### Exercise aim
Keeping every word in place, write out the entries that come next.

(Dataset entries)
============================================================

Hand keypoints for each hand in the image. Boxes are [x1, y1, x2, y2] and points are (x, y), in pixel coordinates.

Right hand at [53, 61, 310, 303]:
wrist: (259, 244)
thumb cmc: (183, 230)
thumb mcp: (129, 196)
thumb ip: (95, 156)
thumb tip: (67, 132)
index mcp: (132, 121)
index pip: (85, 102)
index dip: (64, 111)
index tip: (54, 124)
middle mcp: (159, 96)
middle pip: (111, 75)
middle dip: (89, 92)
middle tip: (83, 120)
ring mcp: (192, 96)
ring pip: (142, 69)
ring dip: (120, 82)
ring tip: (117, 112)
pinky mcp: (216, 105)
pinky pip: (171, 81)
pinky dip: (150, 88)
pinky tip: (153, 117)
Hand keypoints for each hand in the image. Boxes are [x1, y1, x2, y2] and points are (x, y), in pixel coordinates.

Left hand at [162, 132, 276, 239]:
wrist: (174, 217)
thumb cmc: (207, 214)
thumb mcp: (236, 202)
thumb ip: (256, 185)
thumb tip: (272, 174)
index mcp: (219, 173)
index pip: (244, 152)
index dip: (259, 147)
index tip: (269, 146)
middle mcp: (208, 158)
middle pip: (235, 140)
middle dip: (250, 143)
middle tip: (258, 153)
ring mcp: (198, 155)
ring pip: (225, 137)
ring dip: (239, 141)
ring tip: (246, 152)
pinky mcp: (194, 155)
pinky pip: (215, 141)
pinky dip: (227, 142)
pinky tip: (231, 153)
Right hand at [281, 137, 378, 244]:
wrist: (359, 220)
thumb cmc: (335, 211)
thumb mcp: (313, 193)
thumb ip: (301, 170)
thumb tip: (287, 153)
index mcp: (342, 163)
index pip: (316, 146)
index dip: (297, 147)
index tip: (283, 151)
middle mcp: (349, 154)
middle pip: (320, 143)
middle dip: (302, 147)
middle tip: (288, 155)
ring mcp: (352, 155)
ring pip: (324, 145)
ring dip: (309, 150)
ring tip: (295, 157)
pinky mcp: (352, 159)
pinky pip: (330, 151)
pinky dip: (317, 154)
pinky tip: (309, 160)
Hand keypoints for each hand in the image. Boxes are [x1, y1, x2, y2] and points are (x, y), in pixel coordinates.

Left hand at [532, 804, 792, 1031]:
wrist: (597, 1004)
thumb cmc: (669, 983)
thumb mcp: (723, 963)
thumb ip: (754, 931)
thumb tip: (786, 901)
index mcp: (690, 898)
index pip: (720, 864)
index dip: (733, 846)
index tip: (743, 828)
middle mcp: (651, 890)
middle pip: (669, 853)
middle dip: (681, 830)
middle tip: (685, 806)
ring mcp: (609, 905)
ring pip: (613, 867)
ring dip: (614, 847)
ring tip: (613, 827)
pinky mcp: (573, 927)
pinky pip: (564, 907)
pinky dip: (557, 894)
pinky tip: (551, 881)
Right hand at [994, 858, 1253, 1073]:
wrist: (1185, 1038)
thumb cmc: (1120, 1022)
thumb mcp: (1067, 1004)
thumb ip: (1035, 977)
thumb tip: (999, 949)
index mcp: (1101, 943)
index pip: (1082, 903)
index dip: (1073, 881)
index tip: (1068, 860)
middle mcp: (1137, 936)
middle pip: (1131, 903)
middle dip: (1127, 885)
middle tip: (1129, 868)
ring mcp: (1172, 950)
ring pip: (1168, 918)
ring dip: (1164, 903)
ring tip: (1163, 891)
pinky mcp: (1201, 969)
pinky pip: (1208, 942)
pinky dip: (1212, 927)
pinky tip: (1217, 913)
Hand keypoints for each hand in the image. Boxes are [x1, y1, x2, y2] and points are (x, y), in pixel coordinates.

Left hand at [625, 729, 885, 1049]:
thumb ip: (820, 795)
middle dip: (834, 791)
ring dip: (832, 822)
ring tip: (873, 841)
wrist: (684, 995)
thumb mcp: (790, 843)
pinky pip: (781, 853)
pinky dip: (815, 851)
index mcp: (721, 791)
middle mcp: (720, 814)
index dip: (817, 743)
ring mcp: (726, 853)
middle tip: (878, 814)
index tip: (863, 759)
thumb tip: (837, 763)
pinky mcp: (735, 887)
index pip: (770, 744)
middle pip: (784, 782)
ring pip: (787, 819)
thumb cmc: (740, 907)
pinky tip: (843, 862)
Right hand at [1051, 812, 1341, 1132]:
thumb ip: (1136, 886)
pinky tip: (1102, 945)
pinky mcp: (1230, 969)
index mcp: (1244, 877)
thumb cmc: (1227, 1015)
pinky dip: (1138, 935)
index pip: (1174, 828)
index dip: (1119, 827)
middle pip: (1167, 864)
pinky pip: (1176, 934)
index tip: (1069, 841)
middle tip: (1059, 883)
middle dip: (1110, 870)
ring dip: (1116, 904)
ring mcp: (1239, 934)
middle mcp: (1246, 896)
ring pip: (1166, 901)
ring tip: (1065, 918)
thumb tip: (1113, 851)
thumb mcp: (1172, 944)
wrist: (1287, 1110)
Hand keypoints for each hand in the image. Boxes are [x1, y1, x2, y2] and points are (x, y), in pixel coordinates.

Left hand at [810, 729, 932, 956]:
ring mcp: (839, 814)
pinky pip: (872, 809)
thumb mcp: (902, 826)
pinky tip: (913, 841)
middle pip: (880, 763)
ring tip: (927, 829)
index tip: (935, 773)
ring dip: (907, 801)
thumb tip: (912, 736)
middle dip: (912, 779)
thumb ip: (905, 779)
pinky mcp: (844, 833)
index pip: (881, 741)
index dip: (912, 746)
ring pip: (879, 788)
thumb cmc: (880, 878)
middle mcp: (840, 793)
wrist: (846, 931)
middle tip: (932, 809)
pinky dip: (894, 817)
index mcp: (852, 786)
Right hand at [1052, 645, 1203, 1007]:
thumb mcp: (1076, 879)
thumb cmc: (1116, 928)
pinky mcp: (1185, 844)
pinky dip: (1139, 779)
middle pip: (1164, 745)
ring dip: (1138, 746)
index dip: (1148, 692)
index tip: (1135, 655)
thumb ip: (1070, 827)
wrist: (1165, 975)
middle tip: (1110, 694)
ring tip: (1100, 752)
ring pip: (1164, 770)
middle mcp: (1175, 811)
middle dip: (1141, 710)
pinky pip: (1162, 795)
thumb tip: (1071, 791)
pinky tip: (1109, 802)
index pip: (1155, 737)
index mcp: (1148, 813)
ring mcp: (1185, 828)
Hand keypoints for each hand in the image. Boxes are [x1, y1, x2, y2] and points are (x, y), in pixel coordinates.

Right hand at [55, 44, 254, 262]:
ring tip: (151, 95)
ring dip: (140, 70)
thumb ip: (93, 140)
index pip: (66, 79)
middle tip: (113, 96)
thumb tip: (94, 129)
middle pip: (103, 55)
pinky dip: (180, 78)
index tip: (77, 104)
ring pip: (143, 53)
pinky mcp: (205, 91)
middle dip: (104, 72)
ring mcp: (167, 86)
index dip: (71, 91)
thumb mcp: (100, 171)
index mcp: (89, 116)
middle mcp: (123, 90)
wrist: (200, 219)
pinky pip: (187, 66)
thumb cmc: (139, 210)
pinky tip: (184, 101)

============================================================

### Task result
Hand keypoints for each hand in the image. Boxes are [x1, y1, x2, y2] and points are (x, y), in pixel coordinates.

Right hand at [53, 61, 310, 303]:
wrist: (259, 244)
thumb cmc: (183, 230)
thumb mcp: (129, 196)
thumb ip: (95, 156)
thumb tip: (67, 132)
index mcp: (132, 121)
index pip: (85, 102)
index dip: (64, 111)
index tip: (54, 124)
middle mcp: (159, 96)
middle pip: (111, 75)
middle dip: (89, 92)
middle tip: (83, 120)
ring mcp: (192, 96)
ring pip: (142, 69)
ring dip: (120, 82)
ring tip: (117, 112)
pinky mcp: (216, 105)
pinky pip: (171, 81)
pinky dip: (150, 88)
pinky tip: (153, 117)
Hand keypoints for each hand in the image. Boxes are [x1, y1, x2, y2] and points are (x, y), in pixel coordinates.

Left hand at [162, 132, 276, 239]:
wrist: (174, 217)
thumb cmc: (207, 214)
thumb mcp: (236, 202)
thumb ip: (256, 185)
thumb tip: (272, 174)
index mcp: (219, 173)
index pip: (244, 152)
index dip: (259, 147)
index tip: (269, 146)
middle mcp: (208, 158)
middle pip: (235, 140)
middle dip: (250, 143)
middle tip: (258, 153)
ring mcp: (198, 155)
ring pip: (225, 137)
ring dip: (239, 141)
ring tip: (246, 152)
pinky mcp: (194, 155)
pinky pip: (215, 141)
pinky dip: (227, 142)
pinky tip: (231, 153)
Right hand at [281, 137, 378, 244]:
wrist: (359, 220)
thumb cmc: (335, 211)
thumb mcp: (313, 193)
thumb ip: (301, 170)
thumb tip: (287, 153)
index mcp: (342, 163)
index pip: (316, 146)
index dip: (297, 147)
index tip: (283, 151)
middle mcp: (349, 154)
middle pip: (320, 143)
middle dip: (302, 147)
middle tip: (288, 155)
ring mcp: (352, 155)
ring pip: (324, 145)
ring dip: (309, 150)
ring tip: (295, 157)
pinky mcp: (352, 159)
pinky pip: (330, 151)
pinky dip: (317, 154)
pinky tip: (309, 160)
Hand keypoints for each hand in the image. Boxes are [x1, y1, x2, y2] and points are (x, y), in pixel coordinates.

Left hand at [532, 804, 792, 1031]:
wrist: (597, 1004)
thumb cmc: (669, 983)
thumb mcp: (723, 963)
thumb ip: (754, 931)
thumb tip: (786, 901)
index mcp: (690, 898)
index pip: (720, 864)
index dip: (733, 846)
index tip: (743, 828)
middle mcp: (651, 890)
middle pip: (669, 853)
middle dip: (681, 830)
middle tip: (685, 806)
ring mcp: (609, 905)
ring pip: (613, 867)
ring dip: (614, 847)
ring tip: (613, 827)
pinky mcp: (573, 927)
pinky pip: (564, 907)
pinky dip: (557, 894)
pinky tip: (551, 881)
Right hand at [994, 858, 1253, 1073]:
wrist: (1185, 1038)
thumb cmc: (1120, 1022)
thumb mcp: (1067, 1004)
thumb ip: (1035, 977)
thumb tip: (999, 949)
index mcp: (1101, 943)
index pip: (1082, 903)
index dip: (1073, 881)
index tip: (1068, 860)
middle mcp: (1137, 936)
middle pip: (1131, 903)
middle dip: (1127, 885)
middle tip: (1129, 868)
ring mcp: (1172, 950)
ring pip: (1168, 918)
ring dip: (1164, 903)
ring tip: (1163, 891)
pinky mcp: (1201, 969)
pinky pip: (1208, 942)
pinky dip: (1212, 927)
pinky tip: (1217, 913)
Hand keypoints for each hand in the image. Boxes are [x1, y1, x2, y2] and points are (x, y), in pixel coordinates.

Left hand at [625, 729, 885, 1049]:
thumb ip: (820, 795)
middle dip: (834, 791)
ring dip: (832, 822)
ring tip: (873, 841)
wrist: (684, 995)
thumb mcp: (790, 843)
pinky pip: (781, 853)
pinky dip: (815, 851)
index mcp: (721, 791)
middle mcp: (720, 814)
index dip: (817, 743)
ring mcp: (726, 853)
middle tip: (878, 814)
index tip: (863, 759)
thumb tip: (837, 763)
pinky mcp: (735, 887)
index pip: (770, 744)
middle pip: (784, 782)
ring pip: (787, 819)
thumb cmc: (740, 907)
pinky tip: (843, 862)
Right hand at [1051, 812, 1341, 1132]:
thumb ip: (1136, 886)
pinky tip: (1102, 945)
pinky mcp: (1230, 969)
index mcp: (1244, 877)
thumb cmc: (1227, 1015)
pinky dip: (1138, 935)
index pip: (1174, 828)
index dip: (1119, 827)
middle pip: (1167, 864)
pinky pip: (1176, 934)
index tip: (1069, 841)
middle tip: (1059, 883)
middle dip: (1110, 870)
ring dip: (1116, 904)
ring mcp: (1239, 934)
middle mcp: (1246, 896)
ring pip: (1166, 901)
ring tip: (1065, 918)
thumb tip: (1113, 851)
thumb mcp: (1172, 944)
wrist: (1287, 1110)
Hand keypoints for each hand in the image. Boxes are [x1, y1, x2, y2] and points are (x, y), in pixel coordinates.

Left hand at [810, 729, 932, 956]:
ring mcp: (839, 814)
pinky pip: (872, 809)
thumb mcp: (902, 826)
pinky tip: (913, 841)
middle pip: (880, 763)
ring tip: (927, 829)
index tip: (935, 773)
ring dip: (907, 801)
thumb tip: (912, 736)
middle dip: (912, 779)
thumb ip: (905, 779)
pinky mcp: (844, 833)
index pip: (881, 741)
index dip: (912, 746)
ring pip: (879, 788)
thumb cmc: (880, 878)
middle mcp: (840, 793)
wrist: (846, 931)
middle tip: (932, 809)
pinky dip: (894, 817)
index mcp: (852, 786)
Right hand at [1052, 645, 1203, 1007]:
thumb mcp: (1076, 879)
thumb cmc: (1116, 928)
pinky mcp: (1185, 844)
pinky dip: (1139, 779)
middle pip: (1164, 745)
ring dip: (1138, 746)
index dip: (1148, 692)
index tip: (1135, 655)
thumb ip: (1070, 827)
wrist: (1165, 975)
middle tip: (1110, 694)
ring tip: (1100, 752)
ring pip: (1164, 770)
middle mcp: (1175, 811)
middle dip: (1141, 710)
pinky pip: (1162, 795)
thumb tip: (1071, 791)
pinky tip: (1109, 802)
index pip: (1155, 737)
index mcp: (1148, 813)
ring mcp: (1185, 828)
Hand keypoints for each hand in the image. Boxes are [x1, y1, x2, y2] and points are (x, y), in pixel coordinates.

Right hand at [55, 44, 254, 262]:
ring tip: (151, 95)
ring dip: (140, 70)
thumb ip: (93, 140)
index pip: (66, 79)
middle tip: (113, 96)
thumb tip: (94, 129)
middle pip: (103, 55)
pinky dip: (180, 78)
index tip: (77, 104)
ring pip: (143, 53)
pinky mcp: (205, 91)
middle dip: (104, 72)
ring mcp: (167, 86)
index dip: (71, 91)
thumb mcp: (100, 171)
index mcp: (89, 116)
middle mcp: (123, 90)
wrist: (200, 219)
pinky pip: (187, 66)
thumb cmc: (139, 210)
pinky tip: (184, 101)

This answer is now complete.